One more observation: I am confused by the denial of religious influence on this site. If done differently, I might support a conservative group of docs who wanted to encourage youth to consider the role of faith and family in making sense of their same-sex attractions. However, this site avoids that discussion and pretends that the resources listed are not associated with the religious right. I would prefer that the group simply declare their views directly. Physicians should recognize the important role of religious faith and for those people who believe at their core that homosexual behavior is wrong, there should be alternatives. This site however, provides only limited information and limited options and falls far short of the stated objectives.
An additional problem: The ACP website misrepresents Francis Collins. The website makes it seems as though Collins believes in sexual reorientation because he does not believe homosexuality is predetermined by a gene or genes. However, he actually said this to Exgaywatch:
It troubles me greatly to learn that anything I have written would cause anguish for you or others who are seeking answers to the basis of homosexuality. The words quoted by NARTH all come from the Appendix to my book “The Language of God” (pp. 260-263), but have been juxtaposed in a way that suggests a somewhat different conclusion that I intended. I would urge anyone who is concerned about the meaning to refer back to the original text.
The evidence we have at present strongly supports the proposition that there are hereditary factors in male homosexuality — the observation that an identical twin of a male homosexual has approximately a 20% likelihood of also being gay points to this conclusion, since that is 10 times the population incidence. But the fact that the answer is not 100% also suggests that other factors besides DNA must be involved. That certainly doesn’t imply, however, that those other undefined factors are inherently alterable.

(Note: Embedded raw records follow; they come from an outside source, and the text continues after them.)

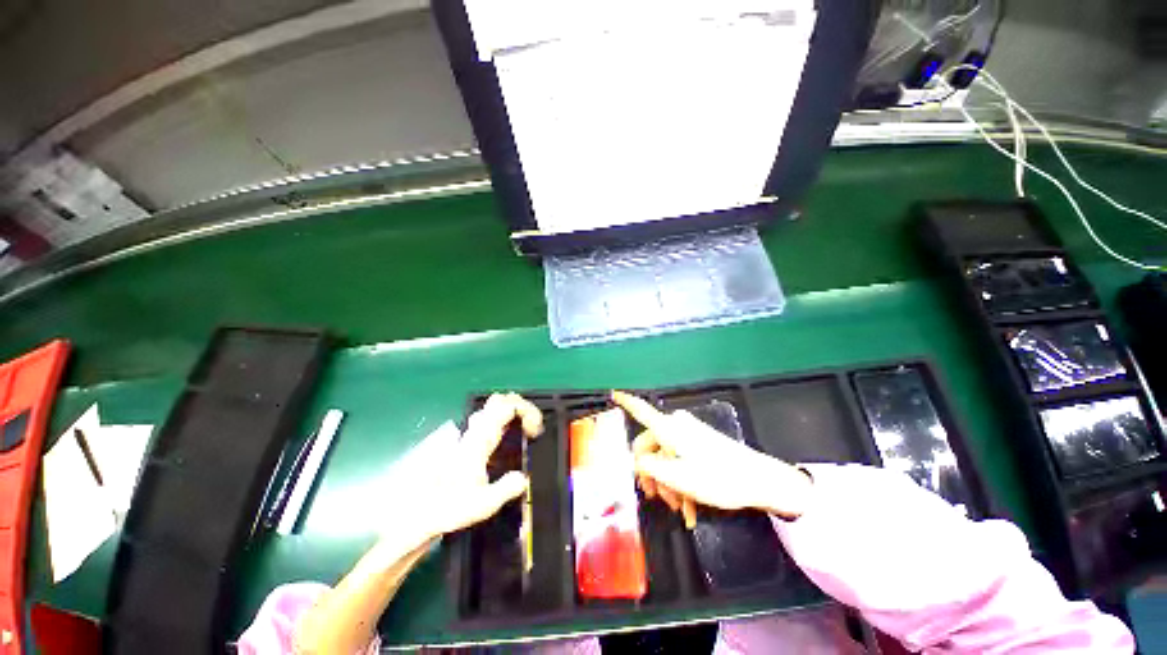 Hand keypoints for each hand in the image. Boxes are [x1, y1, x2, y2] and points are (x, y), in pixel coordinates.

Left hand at [396, 393, 542, 539]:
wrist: (417, 513)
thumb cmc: (448, 506)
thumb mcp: (484, 503)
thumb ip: (506, 488)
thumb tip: (523, 478)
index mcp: (481, 439)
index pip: (507, 406)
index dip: (527, 410)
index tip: (534, 430)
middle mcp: (474, 431)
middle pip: (499, 400)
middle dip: (520, 406)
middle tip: (530, 426)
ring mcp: (468, 434)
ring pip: (491, 407)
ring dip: (511, 412)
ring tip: (521, 431)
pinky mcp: (465, 442)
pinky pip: (486, 419)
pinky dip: (502, 420)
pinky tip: (505, 440)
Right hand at [612, 391, 813, 523]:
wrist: (759, 480)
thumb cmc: (716, 477)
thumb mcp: (676, 477)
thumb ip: (649, 467)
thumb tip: (635, 461)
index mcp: (668, 429)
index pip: (641, 410)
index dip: (625, 401)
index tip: (613, 393)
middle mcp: (676, 426)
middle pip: (651, 446)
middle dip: (652, 474)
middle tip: (659, 500)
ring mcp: (689, 434)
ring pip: (666, 457)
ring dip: (668, 482)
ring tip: (680, 508)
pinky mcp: (700, 443)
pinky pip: (681, 459)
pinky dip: (681, 480)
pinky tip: (689, 506) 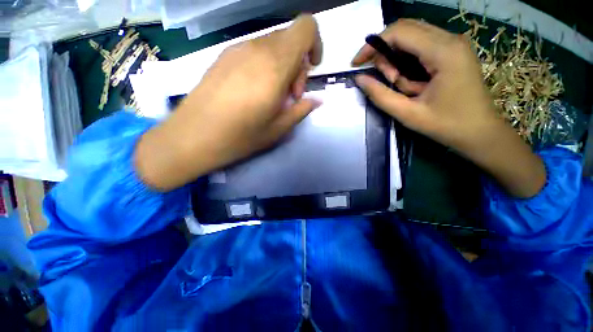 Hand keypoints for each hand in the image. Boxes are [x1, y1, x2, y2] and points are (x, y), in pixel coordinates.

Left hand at [135, 15, 321, 190]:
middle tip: (289, 95)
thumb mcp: (279, 129)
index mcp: (274, 66)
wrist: (193, 137)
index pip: (305, 28)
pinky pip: (254, 51)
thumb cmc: (240, 137)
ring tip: (271, 96)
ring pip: (272, 45)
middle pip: (290, 39)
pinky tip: (254, 91)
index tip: (310, 70)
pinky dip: (264, 66)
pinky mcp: (223, 56)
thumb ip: (301, 110)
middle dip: (297, 65)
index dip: (315, 44)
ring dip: (281, 67)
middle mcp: (256, 49)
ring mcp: (236, 50)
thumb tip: (317, 100)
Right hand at [352, 19, 545, 197]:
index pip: (399, 32)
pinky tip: (410, 81)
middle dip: (384, 51)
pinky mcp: (453, 51)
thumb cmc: (446, 125)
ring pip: (412, 37)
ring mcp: (454, 43)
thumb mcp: (407, 113)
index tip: (356, 64)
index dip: (372, 45)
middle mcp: (451, 39)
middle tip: (380, 78)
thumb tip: (359, 78)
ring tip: (399, 84)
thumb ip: (380, 95)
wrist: (480, 132)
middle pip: (405, 29)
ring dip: (396, 58)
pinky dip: (407, 61)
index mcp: (443, 52)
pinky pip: (421, 46) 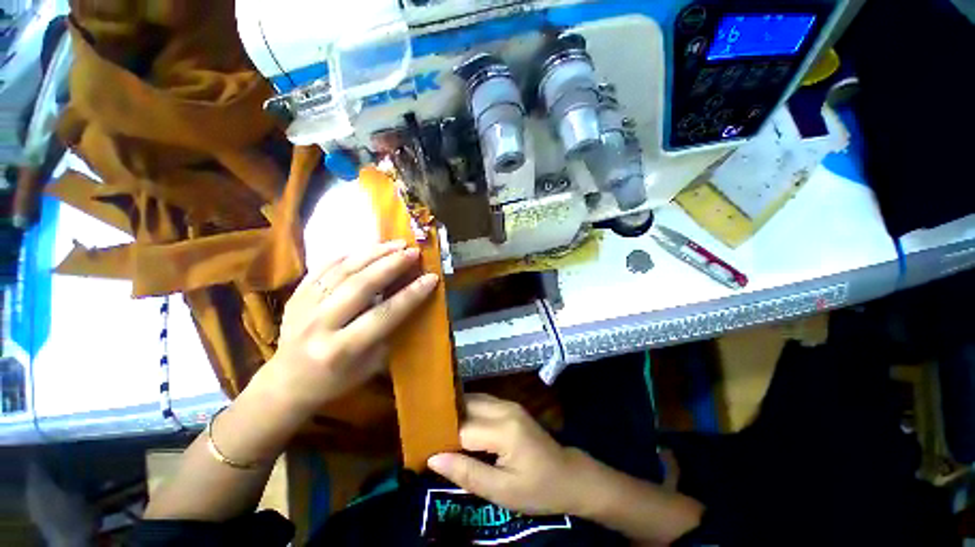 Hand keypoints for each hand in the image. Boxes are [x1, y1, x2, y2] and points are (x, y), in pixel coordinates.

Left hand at [254, 240, 438, 415]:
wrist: (286, 383)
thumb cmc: (335, 380)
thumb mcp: (369, 367)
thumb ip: (388, 333)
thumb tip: (406, 299)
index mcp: (342, 349)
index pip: (384, 314)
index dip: (411, 294)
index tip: (431, 278)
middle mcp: (321, 324)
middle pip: (361, 285)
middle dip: (392, 265)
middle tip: (413, 252)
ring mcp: (304, 306)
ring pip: (342, 270)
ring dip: (373, 253)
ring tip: (396, 244)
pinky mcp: (295, 295)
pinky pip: (323, 267)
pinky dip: (347, 254)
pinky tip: (367, 248)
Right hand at [427, 394, 595, 515]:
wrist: (570, 476)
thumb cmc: (538, 489)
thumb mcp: (502, 491)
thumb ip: (467, 473)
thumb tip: (433, 459)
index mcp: (504, 429)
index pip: (463, 428)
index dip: (441, 438)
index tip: (422, 449)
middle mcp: (505, 408)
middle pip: (466, 406)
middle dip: (446, 419)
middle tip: (426, 436)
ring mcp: (509, 404)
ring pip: (473, 400)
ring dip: (456, 413)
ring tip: (438, 431)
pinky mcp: (510, 407)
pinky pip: (482, 403)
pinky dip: (467, 412)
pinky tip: (459, 426) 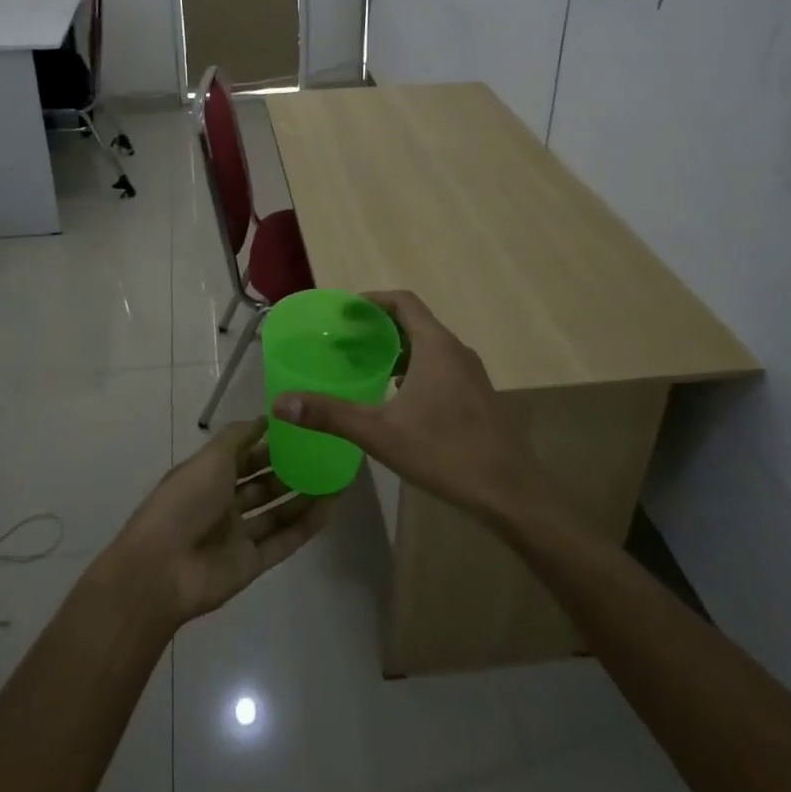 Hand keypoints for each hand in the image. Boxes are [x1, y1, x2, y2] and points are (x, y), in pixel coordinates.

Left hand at [109, 419, 328, 625]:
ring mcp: (238, 535)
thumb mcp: (211, 457)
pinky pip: (284, 540)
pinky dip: (306, 526)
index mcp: (208, 476)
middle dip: (290, 470)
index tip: (301, 431)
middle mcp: (223, 503)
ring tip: (335, 479)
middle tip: (325, 455)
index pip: (244, 456)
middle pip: (262, 484)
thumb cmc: (185, 502)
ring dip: (303, 497)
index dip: (269, 444)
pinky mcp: (252, 563)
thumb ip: (239, 436)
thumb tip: (265, 418)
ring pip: (277, 512)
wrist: (163, 568)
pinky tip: (331, 508)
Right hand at [271, 290, 543, 525]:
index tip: (343, 312)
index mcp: (436, 346)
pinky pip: (440, 367)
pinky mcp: (478, 396)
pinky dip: (414, 369)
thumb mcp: (379, 433)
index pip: (403, 302)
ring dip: (397, 349)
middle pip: (414, 322)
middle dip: (378, 327)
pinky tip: (396, 398)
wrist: (509, 491)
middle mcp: (456, 350)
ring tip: (364, 366)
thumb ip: (330, 414)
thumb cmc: (445, 452)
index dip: (371, 300)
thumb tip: (280, 403)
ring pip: (428, 347)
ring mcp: (471, 374)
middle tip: (344, 341) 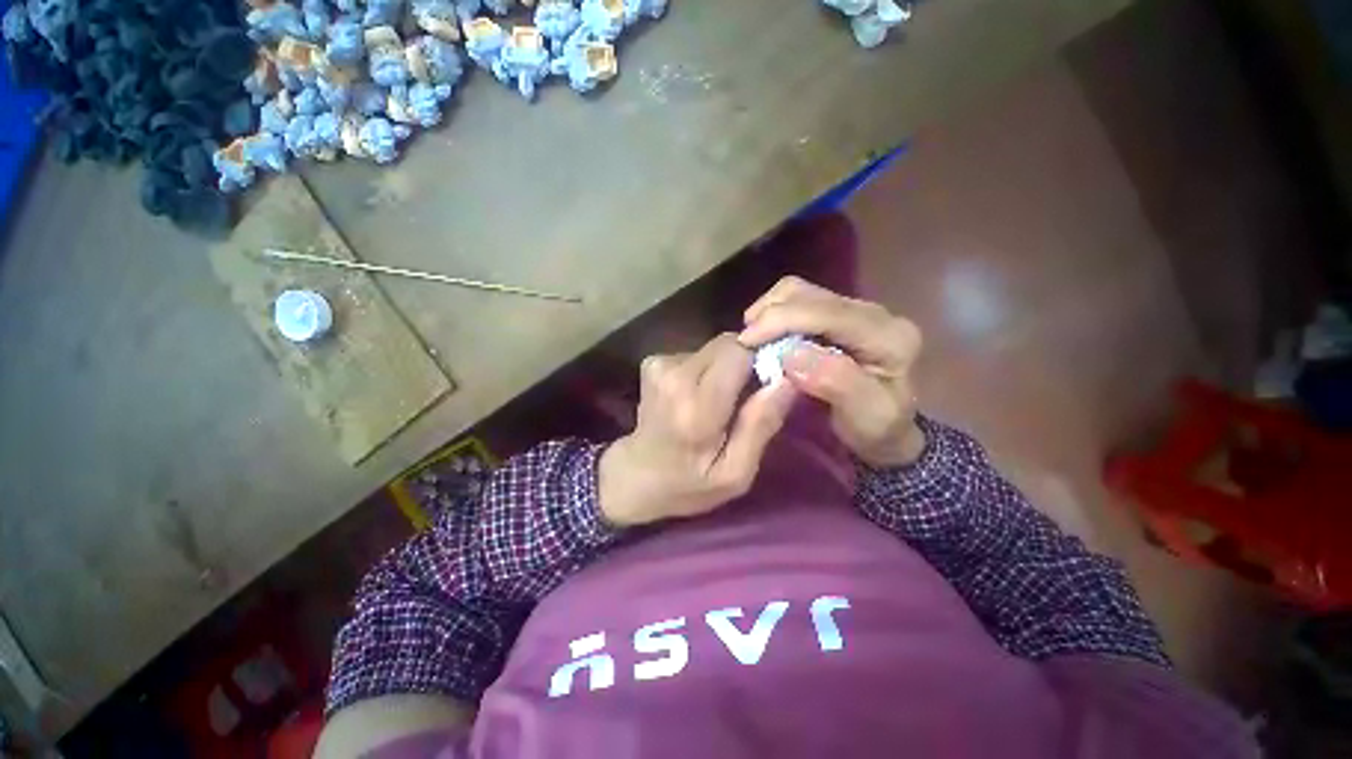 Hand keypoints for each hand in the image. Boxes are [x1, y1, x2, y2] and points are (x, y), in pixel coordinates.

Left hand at [599, 334, 797, 527]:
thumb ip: (760, 426)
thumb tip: (787, 380)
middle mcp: (675, 376)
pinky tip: (697, 396)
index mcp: (697, 407)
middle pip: (728, 344)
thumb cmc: (687, 483)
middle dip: (745, 363)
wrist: (634, 475)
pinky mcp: (653, 361)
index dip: (761, 360)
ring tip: (718, 402)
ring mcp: (660, 364)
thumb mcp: (735, 473)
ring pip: (715, 348)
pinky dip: (706, 370)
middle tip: (745, 397)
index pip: (739, 352)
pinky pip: (698, 353)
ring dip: (725, 369)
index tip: (768, 382)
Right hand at [739, 277, 924, 467]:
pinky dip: (775, 315)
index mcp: (888, 336)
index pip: (828, 313)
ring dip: (770, 311)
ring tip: (753, 338)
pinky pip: (799, 302)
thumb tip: (790, 354)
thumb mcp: (865, 416)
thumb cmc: (876, 428)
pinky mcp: (838, 315)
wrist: (887, 429)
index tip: (746, 340)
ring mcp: (855, 311)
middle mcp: (873, 314)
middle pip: (810, 294)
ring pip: (801, 292)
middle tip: (745, 343)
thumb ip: (835, 381)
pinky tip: (766, 335)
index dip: (782, 320)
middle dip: (771, 314) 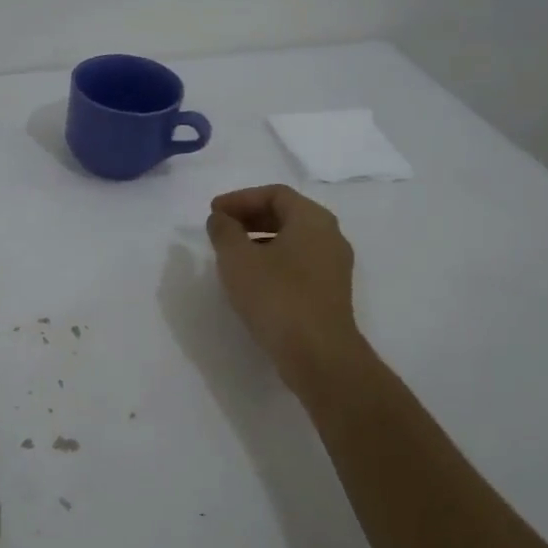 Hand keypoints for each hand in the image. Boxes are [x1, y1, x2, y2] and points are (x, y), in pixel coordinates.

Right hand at [206, 184, 358, 379]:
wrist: (318, 354)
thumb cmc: (276, 297)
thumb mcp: (238, 259)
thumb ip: (224, 231)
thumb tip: (220, 219)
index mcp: (312, 219)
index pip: (274, 194)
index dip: (240, 199)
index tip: (213, 213)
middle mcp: (330, 236)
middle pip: (286, 214)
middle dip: (249, 217)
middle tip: (220, 229)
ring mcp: (334, 265)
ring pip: (293, 240)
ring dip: (260, 239)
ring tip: (231, 254)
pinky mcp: (330, 291)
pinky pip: (299, 262)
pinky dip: (273, 260)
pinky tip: (252, 279) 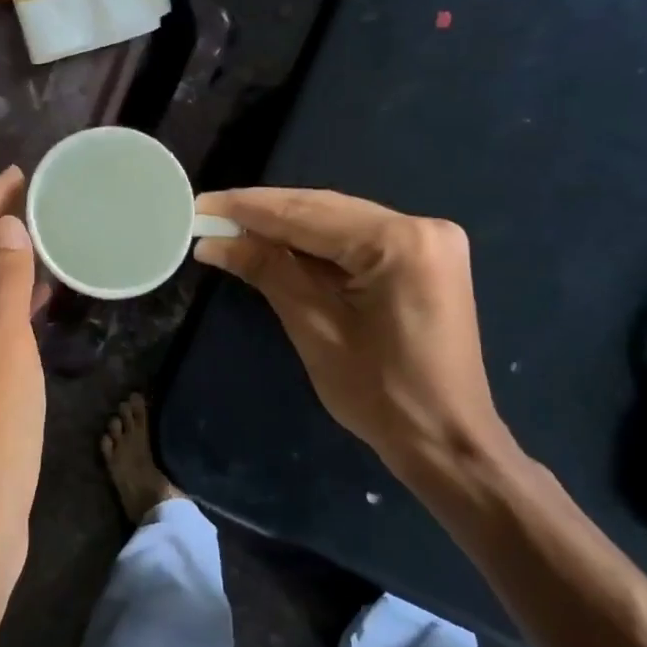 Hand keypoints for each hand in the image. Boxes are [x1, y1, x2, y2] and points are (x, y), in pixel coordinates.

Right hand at [193, 188, 519, 491]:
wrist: (446, 442)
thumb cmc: (380, 395)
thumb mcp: (314, 328)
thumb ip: (268, 271)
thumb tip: (213, 241)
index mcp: (399, 242)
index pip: (306, 214)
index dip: (247, 209)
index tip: (200, 204)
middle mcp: (420, 226)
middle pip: (323, 209)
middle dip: (263, 213)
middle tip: (208, 213)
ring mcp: (427, 240)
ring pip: (338, 221)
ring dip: (285, 227)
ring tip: (231, 227)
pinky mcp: (424, 258)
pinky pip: (356, 239)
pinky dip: (315, 244)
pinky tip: (276, 245) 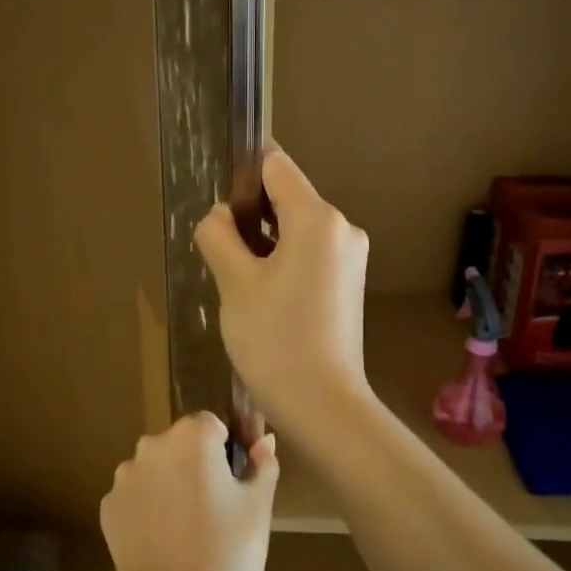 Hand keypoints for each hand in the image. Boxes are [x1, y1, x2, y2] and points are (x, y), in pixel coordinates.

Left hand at [100, 412, 276, 570]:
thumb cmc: (229, 554)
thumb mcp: (258, 507)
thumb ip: (262, 465)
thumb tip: (263, 441)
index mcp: (191, 438)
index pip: (210, 425)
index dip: (225, 450)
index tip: (236, 482)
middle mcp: (152, 447)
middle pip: (179, 445)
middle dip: (195, 466)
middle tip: (216, 509)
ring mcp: (125, 479)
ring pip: (155, 470)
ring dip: (169, 486)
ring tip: (188, 530)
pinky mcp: (108, 509)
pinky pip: (135, 498)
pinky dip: (148, 511)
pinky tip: (164, 543)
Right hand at [195, 147, 371, 437]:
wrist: (322, 404)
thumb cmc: (274, 339)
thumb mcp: (234, 282)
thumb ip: (219, 235)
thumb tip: (221, 216)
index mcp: (318, 218)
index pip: (276, 166)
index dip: (243, 175)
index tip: (219, 209)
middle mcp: (343, 228)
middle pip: (287, 198)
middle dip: (251, 217)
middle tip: (224, 259)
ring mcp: (350, 257)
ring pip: (296, 229)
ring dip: (264, 244)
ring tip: (240, 285)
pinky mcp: (349, 283)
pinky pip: (310, 254)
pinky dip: (283, 263)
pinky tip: (264, 299) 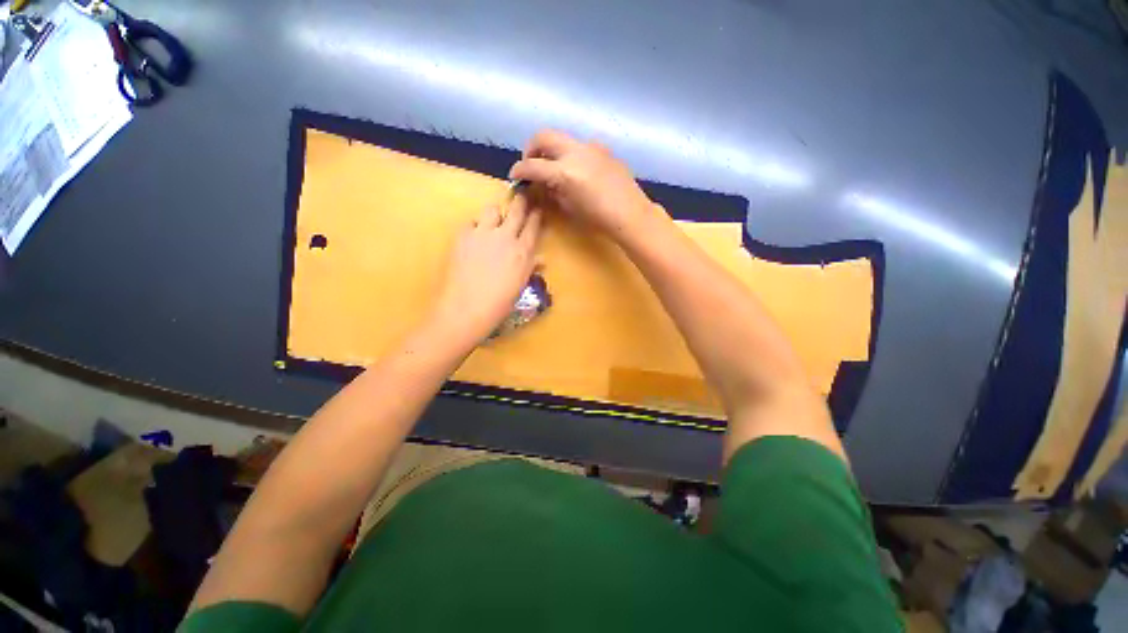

Your note indicated that your real interest is in the truth. And this is about all that we really know. No one has yet identified an actual gene that contributes to the hereditary component (the reports about a gene on the X chromosome from the 1990s have not held up), but it is likely that such genes will be found in the next few years.
Collins confirmed the accuracy of this statement to me in a separate email. Note that he says his words were juxtaposed to create a different meaning than he intended. Also, note that lack of genetic predetermination does not mean that orientation is generally alterable.